Tickets have been sold out since May. More than 40,000 international fans are expected to travel to the Emerald Isle, the vast majority of fans coming directly from the US, for the much-hyped opening fixture of the 2023 College Football season, known as "Week Zero."
Organizers have noted that the event "will see the largest movement of Americans into Europe in peacetime."
Ireland will be awash with the blue and gold colors this week but there will be plenty of green too in the coffers of Irish businesses as the event is valued to be in excess of €147 million to the Irish economy.
Some 150 hotels have already been booked out, while pubs and souvenir shops will reap the benefits, as will famous Irish destinations like the Cliffs of Moher, the Ring of Kerry, and the Wild Atlantic Way.

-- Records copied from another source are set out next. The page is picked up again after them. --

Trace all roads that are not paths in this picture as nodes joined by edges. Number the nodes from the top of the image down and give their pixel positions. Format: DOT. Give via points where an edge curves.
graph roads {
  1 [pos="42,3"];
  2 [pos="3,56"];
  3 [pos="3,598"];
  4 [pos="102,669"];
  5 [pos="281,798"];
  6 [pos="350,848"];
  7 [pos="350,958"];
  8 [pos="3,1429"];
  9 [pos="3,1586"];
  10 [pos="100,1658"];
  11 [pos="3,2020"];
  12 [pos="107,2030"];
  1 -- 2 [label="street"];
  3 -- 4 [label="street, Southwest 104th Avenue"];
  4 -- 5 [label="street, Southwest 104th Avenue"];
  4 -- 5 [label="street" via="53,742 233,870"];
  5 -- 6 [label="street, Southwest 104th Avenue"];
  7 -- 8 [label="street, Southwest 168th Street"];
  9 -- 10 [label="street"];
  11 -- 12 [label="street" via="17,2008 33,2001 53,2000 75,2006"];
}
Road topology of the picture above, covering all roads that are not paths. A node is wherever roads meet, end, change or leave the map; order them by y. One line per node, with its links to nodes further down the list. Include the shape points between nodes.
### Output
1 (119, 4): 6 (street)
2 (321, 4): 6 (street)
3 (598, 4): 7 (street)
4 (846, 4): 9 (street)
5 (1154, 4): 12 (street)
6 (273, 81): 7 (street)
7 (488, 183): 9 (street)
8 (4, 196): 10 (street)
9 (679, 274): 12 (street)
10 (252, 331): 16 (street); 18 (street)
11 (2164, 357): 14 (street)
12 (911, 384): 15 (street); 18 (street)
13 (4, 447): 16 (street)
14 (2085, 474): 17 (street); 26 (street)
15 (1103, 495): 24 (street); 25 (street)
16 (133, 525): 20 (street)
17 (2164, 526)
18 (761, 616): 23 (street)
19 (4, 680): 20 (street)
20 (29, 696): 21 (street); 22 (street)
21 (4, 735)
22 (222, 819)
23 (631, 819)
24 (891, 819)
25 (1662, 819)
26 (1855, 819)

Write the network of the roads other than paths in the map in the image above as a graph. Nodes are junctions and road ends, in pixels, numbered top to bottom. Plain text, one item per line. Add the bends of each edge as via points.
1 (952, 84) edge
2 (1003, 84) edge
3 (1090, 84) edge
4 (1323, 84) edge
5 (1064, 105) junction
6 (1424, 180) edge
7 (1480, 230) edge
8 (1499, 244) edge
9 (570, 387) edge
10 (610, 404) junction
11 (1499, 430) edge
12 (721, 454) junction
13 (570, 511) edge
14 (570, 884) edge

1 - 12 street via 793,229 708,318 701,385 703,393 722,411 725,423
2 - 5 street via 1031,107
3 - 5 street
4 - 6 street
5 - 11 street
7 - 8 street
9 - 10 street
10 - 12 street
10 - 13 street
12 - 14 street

The last time the Notre Dame - Navy game was played in Ireland was in 2012, and it was claimed after the Americans departed that there wasn’t a goblet of Waterford Crystal to be found from Malin Head to Mizen Head, the length of Ireland.
The windfall will be quite welcome after a wet summer spoiled many a vacation.
The Notre Dame - Navy game is being played three years later than originally planned after it was canceled due to the pandemic. The two American rivals have twice met in Dublin - once in 1996 and again in 2012. This will be Notre Dame's first time having the home team designation.
Last year, when Nebraska took on Northwestern in Dublin for the Aer Lingus College Football Classic, attendance at the Aviva totaled 42,699, including 15,000 Americans who made the trip to Dublin and another 3,000 travelers from other locales.
This year's game will likely be one-sided (Notre Dame won 50-10 in 2012) but it is a huge occasion for the Irish diaspora to show their heritage and pride to the Irish nation.
The best part of the week is that every location on the island will feel the power and emotional strength of that diaspora to which many Irish-born pay lip service but never fully acknowledge.
The star-spangled banner will stretch from Kerry in the south to Belfast in the north and points east and west. For a country somewhat troubled economically, it will be manna from heaven. But there will also be emotional sustenance too, the sense of a tribe reuniting, if only for a brief time.
The Irish National Anthem contains the words “Buíon dár slua / thar toinn do ráinig chugainn," which, when roughly translated, recognizes those who have "come from a land beyond the wave.”
It is a recognition of the Irish who left and the generations they bred who still cared deeply about the land.
It was a clear reference to the Irish in America, and at the Aviva Stadium on Saturday, they will indeed come in their tens of thousands from the land beyond the waves.